Work to be completed. In the entries below, find every line with the string "Avenida" and copy it.

Record extracts.
* * * * *

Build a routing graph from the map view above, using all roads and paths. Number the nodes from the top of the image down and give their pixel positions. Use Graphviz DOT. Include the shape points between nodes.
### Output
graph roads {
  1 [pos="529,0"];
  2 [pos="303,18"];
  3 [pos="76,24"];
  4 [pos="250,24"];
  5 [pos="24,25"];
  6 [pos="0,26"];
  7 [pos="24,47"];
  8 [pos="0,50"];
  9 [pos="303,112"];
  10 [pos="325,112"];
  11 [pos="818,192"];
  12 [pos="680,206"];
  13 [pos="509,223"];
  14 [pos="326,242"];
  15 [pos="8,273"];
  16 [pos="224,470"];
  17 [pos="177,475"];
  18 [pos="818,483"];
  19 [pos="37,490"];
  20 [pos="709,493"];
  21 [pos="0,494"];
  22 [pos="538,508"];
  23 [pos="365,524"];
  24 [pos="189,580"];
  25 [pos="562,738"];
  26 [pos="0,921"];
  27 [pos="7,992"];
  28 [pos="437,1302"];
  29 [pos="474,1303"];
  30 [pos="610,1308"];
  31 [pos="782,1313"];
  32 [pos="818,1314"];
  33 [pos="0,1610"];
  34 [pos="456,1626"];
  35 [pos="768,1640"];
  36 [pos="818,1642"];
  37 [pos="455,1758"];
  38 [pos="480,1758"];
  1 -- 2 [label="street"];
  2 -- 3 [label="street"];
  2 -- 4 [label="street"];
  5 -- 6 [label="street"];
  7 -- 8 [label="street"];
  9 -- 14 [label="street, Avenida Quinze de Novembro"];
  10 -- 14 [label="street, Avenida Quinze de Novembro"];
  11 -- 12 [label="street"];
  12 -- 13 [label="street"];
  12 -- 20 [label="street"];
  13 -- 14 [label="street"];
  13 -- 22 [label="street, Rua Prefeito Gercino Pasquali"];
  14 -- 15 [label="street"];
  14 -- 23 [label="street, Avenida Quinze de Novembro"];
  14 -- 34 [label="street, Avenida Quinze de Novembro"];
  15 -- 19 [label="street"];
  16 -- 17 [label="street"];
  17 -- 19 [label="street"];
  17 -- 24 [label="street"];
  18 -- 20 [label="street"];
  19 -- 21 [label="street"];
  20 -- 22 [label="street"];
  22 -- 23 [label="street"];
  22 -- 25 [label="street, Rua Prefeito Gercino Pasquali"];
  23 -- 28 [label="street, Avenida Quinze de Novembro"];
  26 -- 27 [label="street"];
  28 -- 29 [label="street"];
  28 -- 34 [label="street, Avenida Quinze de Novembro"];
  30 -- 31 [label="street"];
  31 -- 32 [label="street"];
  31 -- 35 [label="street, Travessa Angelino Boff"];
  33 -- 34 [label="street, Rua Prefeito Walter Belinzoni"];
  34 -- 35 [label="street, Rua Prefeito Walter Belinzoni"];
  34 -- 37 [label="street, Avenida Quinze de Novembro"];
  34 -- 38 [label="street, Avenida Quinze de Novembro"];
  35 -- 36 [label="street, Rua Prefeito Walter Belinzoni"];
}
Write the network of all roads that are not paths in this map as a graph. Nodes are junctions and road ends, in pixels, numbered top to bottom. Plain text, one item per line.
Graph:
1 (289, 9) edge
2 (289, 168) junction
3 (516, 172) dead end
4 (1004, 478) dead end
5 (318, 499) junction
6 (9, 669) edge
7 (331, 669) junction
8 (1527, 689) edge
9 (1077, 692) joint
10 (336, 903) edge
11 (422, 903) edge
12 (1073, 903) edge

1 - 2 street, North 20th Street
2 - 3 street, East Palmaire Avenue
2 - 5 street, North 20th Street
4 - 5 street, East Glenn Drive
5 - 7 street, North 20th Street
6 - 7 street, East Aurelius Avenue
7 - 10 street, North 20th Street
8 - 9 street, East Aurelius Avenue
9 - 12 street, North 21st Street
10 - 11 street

* * * * *

Solution.
  9 -- 14 [label="street, Avenida Quinze de Novembro"];
  10 -- 14 [label="street, Avenida Quinze de Novembro"];
  14 -- 23 [label="street, Avenida Quinze de Novembro"];
  14 -- 34 [label="street, Avenida Quinze de Novembro"];
  23 -- 28 [label="street, Avenida Quinze de Novembro"];
  28 -- 34 [label="street, Avenida Quinze de Novembro"];
  34 -- 37 [label="street, Avenida Quinze de Novembro"];
  34 -- 38 [label="street, Avenida Quinze de Novembro"];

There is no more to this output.